*** Opening of Dataset records ***

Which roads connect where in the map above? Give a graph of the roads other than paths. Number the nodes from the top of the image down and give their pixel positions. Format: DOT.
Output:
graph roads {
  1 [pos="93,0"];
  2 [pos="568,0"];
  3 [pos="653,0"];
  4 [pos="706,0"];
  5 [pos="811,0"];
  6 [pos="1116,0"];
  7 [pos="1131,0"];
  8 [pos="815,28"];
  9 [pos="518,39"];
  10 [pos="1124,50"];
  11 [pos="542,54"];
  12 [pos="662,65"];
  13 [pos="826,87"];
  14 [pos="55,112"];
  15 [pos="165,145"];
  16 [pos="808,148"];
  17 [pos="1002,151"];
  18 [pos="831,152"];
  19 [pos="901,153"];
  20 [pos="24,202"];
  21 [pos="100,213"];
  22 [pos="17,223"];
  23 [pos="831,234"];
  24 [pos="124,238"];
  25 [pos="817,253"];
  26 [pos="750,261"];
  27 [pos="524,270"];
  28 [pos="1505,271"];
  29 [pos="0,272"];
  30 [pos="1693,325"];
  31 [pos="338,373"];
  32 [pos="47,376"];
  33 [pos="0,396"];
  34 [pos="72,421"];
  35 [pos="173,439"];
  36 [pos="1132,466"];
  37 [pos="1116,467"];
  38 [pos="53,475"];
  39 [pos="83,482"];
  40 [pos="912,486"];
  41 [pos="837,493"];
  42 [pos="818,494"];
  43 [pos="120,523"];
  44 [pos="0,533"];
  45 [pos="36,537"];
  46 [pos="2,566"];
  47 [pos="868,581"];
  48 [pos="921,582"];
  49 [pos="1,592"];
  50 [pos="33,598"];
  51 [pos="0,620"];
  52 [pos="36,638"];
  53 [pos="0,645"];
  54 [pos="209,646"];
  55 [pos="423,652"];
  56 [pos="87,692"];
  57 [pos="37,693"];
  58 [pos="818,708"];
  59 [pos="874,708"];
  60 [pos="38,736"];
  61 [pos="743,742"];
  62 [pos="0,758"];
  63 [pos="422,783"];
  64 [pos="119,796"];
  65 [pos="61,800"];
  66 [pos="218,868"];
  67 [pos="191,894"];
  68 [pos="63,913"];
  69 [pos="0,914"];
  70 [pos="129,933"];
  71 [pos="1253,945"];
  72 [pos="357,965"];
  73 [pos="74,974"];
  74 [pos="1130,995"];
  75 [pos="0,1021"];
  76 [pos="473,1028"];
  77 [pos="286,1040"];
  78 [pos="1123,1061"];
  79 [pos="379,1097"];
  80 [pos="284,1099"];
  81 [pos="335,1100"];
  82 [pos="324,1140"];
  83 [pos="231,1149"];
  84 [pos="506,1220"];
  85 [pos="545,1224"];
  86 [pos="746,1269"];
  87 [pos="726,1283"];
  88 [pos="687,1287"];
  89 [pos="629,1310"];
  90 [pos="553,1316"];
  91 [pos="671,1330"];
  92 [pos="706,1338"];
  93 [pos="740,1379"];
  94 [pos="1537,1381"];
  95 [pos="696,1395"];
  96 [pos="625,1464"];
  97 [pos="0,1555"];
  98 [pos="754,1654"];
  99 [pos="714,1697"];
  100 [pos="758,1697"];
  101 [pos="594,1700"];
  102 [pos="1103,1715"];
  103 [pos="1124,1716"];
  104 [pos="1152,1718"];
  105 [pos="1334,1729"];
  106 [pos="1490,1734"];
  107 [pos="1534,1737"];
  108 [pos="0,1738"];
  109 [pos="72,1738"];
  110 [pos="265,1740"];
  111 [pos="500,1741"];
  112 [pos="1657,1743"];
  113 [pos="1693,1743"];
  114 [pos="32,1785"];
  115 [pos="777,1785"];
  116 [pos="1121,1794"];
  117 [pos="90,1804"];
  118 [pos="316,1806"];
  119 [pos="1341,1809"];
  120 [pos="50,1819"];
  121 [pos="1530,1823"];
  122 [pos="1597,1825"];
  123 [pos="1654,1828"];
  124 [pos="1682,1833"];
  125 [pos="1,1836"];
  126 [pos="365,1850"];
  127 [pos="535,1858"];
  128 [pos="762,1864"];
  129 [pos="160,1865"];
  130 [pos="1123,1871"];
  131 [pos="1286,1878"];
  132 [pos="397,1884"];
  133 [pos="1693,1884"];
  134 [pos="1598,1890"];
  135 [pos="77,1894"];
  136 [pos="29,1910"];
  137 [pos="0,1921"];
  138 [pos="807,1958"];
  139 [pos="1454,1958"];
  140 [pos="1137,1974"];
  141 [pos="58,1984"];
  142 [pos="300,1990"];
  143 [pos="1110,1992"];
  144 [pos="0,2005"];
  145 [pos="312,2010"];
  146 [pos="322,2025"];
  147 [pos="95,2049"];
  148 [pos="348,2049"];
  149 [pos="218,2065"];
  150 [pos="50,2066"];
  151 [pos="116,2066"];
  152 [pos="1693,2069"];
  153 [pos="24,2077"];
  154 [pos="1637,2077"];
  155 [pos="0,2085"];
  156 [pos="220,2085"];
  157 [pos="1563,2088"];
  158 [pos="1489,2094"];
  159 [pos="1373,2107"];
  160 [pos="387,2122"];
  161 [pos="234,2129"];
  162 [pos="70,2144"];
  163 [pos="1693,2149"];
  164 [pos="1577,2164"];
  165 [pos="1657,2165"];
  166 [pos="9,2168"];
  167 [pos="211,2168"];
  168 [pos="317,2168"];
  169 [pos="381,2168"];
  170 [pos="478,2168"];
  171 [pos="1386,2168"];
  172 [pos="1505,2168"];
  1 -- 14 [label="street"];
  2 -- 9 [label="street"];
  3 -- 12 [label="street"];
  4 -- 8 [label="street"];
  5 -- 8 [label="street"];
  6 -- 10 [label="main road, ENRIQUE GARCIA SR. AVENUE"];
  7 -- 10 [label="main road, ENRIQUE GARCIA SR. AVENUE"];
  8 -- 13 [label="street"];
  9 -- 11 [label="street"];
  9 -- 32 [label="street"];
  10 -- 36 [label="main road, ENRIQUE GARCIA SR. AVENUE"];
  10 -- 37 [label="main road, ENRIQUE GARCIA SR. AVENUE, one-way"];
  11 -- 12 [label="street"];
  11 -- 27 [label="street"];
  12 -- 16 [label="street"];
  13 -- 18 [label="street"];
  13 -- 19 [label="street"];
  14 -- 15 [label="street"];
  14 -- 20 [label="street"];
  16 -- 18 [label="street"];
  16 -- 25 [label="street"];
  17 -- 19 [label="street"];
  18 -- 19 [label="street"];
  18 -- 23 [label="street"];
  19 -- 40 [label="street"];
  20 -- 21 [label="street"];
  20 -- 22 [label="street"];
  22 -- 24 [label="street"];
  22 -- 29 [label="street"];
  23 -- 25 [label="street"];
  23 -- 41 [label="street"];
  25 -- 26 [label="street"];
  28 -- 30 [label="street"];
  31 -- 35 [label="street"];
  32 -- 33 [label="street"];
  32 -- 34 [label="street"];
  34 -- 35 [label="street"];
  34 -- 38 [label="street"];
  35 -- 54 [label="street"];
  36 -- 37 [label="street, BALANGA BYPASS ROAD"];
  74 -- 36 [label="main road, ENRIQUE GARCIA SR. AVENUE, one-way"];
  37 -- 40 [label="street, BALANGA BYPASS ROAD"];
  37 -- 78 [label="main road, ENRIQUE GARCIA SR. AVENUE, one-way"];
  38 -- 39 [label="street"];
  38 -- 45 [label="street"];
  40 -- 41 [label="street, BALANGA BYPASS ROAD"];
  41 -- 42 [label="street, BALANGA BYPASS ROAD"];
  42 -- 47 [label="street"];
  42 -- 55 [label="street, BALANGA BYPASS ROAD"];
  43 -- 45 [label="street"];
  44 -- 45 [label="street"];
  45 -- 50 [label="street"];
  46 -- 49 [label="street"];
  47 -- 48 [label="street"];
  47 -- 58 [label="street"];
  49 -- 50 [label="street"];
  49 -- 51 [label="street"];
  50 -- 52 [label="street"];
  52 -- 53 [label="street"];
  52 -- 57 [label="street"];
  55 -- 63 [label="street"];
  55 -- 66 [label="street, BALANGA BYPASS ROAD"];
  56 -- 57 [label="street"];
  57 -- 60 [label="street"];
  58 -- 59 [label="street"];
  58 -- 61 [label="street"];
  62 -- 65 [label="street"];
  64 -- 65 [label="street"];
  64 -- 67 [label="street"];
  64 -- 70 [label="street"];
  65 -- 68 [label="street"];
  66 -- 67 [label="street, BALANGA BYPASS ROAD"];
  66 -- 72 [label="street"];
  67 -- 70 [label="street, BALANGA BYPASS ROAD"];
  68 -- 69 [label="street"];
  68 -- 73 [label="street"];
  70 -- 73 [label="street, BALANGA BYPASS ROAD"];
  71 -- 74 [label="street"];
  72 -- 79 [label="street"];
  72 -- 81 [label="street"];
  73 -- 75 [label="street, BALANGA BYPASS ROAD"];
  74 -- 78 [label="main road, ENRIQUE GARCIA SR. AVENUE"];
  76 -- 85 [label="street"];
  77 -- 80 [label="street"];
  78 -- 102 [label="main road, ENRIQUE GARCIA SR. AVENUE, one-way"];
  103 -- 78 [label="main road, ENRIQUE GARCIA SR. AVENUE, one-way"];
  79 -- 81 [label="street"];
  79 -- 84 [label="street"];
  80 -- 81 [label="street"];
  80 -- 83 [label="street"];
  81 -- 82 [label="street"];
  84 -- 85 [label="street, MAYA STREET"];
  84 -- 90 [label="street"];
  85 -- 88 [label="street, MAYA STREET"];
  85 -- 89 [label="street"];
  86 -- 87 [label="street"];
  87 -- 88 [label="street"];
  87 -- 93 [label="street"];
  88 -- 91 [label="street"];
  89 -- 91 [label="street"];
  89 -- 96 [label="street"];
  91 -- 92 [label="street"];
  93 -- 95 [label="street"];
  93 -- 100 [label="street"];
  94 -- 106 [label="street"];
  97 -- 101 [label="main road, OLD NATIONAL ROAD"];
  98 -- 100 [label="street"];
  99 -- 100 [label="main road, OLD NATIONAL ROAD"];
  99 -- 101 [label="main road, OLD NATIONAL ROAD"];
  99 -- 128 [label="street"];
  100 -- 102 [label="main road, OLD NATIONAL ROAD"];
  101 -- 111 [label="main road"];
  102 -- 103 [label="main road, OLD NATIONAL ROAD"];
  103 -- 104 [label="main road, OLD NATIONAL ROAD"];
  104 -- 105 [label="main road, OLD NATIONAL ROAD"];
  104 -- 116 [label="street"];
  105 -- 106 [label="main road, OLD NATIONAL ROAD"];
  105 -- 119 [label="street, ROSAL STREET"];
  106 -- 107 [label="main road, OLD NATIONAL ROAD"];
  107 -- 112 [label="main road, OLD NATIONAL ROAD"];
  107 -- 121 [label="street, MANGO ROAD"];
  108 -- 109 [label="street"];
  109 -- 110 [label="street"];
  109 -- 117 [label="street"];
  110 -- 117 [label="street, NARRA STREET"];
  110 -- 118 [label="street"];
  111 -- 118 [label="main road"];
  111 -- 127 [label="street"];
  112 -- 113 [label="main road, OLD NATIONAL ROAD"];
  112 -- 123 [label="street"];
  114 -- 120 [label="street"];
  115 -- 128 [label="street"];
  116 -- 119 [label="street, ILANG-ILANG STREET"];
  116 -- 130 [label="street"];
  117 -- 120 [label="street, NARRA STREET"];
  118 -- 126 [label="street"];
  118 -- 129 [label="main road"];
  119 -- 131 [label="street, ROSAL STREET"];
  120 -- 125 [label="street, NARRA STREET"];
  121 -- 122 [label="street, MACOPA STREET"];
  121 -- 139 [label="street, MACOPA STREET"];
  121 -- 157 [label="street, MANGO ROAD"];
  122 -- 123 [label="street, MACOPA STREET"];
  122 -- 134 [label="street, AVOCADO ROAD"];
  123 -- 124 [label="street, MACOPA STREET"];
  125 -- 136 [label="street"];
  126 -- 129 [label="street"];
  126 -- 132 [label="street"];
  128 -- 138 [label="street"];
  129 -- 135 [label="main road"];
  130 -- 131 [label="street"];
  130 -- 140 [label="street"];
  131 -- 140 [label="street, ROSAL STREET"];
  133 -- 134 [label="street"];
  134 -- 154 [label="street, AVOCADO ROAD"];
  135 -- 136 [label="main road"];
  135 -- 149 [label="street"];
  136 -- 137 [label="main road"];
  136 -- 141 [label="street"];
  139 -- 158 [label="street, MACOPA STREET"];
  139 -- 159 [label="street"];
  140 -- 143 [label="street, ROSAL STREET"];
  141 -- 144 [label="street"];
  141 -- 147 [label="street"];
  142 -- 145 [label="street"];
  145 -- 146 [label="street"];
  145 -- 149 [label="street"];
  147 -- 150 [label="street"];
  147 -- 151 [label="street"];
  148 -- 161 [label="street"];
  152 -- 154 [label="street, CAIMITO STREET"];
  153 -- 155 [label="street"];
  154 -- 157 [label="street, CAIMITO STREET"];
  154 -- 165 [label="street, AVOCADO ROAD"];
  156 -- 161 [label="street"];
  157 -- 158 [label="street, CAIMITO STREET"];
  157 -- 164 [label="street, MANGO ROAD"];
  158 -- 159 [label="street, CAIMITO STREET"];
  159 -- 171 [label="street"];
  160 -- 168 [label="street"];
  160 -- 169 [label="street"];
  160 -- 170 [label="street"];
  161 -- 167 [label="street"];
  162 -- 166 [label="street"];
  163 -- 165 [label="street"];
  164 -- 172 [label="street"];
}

*** Close of Dataset records ***
*** Opening of Dataset records ***

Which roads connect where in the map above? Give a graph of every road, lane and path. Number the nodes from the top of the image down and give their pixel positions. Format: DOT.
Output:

*** Close of Dataset records ***

**Task to carry out**
Identify each line in the records above containing the word "positions"; copy those lines.

**Exercise output**
Which roads connect where in the map above? Give a graph of the roads other than paths. Number the nodes from the top of the image down and give their pixel positions. Format: DOT.
Which roads connect where in the map above? Give a graph of every road, lane and path. Number the nodes from the top of the image down and give their pixel positions. Format: DOT.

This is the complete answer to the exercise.